Doctors can use basic information, like body weight and waist size, to identify individuals at high risk of developing diabetes within 10 years, and adding some lab test values identifies those at very high risk.

U.S. researchers report the development of the two risk scoring systems in the latest issue of Annals of Internal Medicine.

Use of these two scoring systems "would help to bring adults at greatest need into appropriate modes of preventive care," Dr. Henry S. Kahn and colleagues from the Centers for Disease Control and Prevention, Atlanta, Georgia, write.

"Perhaps the most appealing feature of our two scoring systems," they note, "is their ease of use in a clinical or public health setting." An individual's risk score can be calculated "using only a pencil and paper."

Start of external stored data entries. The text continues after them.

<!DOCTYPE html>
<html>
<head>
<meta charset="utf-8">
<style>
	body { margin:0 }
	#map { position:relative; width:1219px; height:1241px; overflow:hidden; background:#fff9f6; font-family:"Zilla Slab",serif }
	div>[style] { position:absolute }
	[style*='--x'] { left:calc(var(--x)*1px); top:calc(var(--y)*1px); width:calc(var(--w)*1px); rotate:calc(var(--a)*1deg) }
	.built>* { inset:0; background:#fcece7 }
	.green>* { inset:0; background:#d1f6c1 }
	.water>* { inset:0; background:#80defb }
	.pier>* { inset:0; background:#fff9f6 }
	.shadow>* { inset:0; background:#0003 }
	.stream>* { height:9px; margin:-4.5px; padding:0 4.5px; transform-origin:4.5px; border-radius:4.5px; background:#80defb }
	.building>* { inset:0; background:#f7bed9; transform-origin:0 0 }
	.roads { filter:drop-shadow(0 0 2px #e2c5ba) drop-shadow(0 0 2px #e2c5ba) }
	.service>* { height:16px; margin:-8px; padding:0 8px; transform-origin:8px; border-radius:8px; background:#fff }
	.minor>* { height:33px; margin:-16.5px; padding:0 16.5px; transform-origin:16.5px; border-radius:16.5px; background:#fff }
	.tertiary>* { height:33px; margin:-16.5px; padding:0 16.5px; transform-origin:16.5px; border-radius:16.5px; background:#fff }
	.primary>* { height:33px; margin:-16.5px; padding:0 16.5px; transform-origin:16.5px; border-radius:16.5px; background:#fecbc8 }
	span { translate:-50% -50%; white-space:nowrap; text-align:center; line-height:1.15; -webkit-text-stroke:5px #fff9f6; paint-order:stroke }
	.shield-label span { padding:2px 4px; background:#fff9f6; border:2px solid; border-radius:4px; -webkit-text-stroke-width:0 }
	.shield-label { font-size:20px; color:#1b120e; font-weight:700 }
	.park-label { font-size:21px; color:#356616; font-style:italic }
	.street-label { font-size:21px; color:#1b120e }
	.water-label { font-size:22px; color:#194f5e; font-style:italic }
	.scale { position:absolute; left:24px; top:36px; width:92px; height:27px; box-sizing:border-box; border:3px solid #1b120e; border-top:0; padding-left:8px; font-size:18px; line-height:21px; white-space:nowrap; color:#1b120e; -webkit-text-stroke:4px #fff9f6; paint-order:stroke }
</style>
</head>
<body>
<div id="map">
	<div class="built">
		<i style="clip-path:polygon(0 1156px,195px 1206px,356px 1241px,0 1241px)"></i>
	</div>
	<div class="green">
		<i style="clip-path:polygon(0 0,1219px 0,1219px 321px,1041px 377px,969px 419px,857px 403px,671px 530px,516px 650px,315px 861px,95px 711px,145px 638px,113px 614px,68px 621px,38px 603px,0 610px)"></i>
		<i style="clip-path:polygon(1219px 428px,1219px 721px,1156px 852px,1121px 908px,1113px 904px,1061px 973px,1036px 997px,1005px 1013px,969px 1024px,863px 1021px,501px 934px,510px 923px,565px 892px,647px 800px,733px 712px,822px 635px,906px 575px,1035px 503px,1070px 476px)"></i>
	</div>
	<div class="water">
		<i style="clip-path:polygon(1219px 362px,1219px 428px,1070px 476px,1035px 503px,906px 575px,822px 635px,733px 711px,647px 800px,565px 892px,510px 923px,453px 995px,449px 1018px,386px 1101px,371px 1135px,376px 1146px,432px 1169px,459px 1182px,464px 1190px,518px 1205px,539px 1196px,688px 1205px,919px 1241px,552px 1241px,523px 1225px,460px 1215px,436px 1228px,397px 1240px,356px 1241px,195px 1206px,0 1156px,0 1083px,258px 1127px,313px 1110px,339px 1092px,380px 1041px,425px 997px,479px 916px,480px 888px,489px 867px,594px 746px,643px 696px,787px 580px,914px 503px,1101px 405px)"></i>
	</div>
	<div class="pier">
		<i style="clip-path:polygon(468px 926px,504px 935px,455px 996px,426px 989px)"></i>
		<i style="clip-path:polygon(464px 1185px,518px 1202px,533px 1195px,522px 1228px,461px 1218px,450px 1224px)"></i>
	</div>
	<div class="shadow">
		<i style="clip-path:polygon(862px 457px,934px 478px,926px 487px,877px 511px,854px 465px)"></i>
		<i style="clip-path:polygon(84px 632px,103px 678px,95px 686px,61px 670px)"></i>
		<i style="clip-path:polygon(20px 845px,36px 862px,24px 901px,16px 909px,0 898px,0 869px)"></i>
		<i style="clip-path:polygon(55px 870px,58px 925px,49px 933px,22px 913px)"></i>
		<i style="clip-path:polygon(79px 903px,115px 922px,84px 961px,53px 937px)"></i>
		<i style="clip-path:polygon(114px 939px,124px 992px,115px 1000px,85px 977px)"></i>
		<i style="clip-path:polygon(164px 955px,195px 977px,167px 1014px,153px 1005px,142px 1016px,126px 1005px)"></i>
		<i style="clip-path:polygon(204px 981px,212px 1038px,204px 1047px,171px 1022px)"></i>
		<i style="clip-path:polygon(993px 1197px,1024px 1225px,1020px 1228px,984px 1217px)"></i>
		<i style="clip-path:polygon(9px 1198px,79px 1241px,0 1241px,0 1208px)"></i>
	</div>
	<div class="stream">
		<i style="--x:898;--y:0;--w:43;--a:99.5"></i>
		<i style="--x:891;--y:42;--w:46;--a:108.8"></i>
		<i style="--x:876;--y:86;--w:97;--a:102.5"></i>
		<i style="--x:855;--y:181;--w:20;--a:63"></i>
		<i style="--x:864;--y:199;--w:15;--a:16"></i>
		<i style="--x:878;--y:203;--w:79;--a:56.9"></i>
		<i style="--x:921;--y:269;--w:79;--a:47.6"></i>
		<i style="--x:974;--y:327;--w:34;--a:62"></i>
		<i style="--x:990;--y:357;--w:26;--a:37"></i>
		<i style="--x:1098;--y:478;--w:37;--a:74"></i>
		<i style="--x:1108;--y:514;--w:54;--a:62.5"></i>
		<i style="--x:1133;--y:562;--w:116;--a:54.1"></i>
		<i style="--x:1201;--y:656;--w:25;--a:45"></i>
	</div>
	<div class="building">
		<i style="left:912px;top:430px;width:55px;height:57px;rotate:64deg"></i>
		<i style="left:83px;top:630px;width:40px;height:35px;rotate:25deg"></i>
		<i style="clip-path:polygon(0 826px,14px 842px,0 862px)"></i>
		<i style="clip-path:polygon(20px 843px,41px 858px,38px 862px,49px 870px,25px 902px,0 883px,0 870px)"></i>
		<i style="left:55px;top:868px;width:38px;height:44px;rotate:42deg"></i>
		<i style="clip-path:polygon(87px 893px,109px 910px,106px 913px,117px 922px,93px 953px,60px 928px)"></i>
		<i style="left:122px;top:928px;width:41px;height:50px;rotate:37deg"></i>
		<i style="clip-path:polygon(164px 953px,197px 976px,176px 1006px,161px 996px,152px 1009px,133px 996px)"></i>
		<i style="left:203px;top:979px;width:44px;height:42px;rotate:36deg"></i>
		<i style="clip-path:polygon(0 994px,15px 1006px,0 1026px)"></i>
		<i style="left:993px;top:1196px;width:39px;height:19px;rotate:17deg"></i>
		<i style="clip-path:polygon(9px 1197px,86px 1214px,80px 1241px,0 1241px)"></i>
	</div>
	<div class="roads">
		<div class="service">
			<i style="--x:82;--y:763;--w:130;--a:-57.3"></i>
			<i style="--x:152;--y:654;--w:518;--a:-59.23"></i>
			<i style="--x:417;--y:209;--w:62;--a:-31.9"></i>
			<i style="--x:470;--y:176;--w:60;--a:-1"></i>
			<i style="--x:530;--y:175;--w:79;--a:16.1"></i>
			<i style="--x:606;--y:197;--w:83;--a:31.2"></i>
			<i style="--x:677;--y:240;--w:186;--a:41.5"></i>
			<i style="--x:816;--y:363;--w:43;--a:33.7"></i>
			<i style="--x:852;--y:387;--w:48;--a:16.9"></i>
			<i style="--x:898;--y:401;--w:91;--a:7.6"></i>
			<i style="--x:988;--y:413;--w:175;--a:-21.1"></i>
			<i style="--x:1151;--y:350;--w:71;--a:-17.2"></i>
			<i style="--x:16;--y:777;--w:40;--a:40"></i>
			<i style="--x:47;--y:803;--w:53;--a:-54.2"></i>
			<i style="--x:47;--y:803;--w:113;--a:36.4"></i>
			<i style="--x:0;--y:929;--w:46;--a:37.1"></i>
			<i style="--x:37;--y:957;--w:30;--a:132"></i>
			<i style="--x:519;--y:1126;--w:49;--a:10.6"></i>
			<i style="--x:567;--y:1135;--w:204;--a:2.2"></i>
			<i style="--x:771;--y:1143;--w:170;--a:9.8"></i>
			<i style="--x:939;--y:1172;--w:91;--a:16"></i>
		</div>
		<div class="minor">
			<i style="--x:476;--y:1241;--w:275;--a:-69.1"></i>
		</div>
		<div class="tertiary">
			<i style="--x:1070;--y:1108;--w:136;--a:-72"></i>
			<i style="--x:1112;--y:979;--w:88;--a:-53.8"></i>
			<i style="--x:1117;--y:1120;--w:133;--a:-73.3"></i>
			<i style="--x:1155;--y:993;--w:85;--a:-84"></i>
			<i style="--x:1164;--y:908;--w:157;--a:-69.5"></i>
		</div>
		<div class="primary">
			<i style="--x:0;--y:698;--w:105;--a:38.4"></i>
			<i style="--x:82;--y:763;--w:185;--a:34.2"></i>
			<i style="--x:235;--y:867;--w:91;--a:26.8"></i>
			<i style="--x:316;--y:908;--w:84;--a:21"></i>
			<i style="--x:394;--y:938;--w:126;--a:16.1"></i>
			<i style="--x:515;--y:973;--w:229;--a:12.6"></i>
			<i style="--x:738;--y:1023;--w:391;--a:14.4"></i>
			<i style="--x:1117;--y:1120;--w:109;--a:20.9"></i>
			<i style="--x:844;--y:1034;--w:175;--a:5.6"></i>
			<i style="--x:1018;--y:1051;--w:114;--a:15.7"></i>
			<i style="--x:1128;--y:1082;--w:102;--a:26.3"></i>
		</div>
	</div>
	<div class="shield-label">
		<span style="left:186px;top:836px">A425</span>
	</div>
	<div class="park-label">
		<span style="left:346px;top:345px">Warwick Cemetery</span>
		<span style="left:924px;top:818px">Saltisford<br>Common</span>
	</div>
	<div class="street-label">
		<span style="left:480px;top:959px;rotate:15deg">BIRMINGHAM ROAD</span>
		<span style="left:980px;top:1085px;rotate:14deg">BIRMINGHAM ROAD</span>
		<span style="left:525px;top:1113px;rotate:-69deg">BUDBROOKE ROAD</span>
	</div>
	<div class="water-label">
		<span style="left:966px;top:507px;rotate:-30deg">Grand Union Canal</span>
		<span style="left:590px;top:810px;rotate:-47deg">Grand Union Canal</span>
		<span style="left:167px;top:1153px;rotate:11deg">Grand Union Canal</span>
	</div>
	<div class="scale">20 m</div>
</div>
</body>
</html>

The scoring systems were derived and validated using nearly 15 years of long-term data from 12,729 adults who were between 45 and 64 years old when they entered a research study. Nearly 19 percent of them developed diabetes at some point during follow-up.

The basic scoring system includes increased body weight and waist circumference, age 55 or older, black race, short stature, high blood pressure, rapid pulse, smoking history, and family history of diabetes.

The enhanced scoring system includes these same variables plus high blood sugar and abnormal results on other analytes commonly assessed in a fasting blood sample such as cholesterol levels and uric acid levels.

According to the investigators, ascending "quintiles" of the basic system were associated with a 10-year incidence of diabetes of 5.3 percent, 8.7 percent, 15.5 percent, 24.5 percent and 33.0 percent, respectively.

Ascending quintiles of the enhanced system were associated with a 10-year incidence of 3.5 percent, 6.4 percent, 11.5 percent, 19.3 percent, and 46.1 percent, respectively.

In a commentary published with the study, Dr. William H. Herman of the University of Michigan, Ann Arbor, notes that the proposed scoring systems "clearly advance the cause of identifying persons at risk for diabetes who are likely to benefit from focused clinical interventions."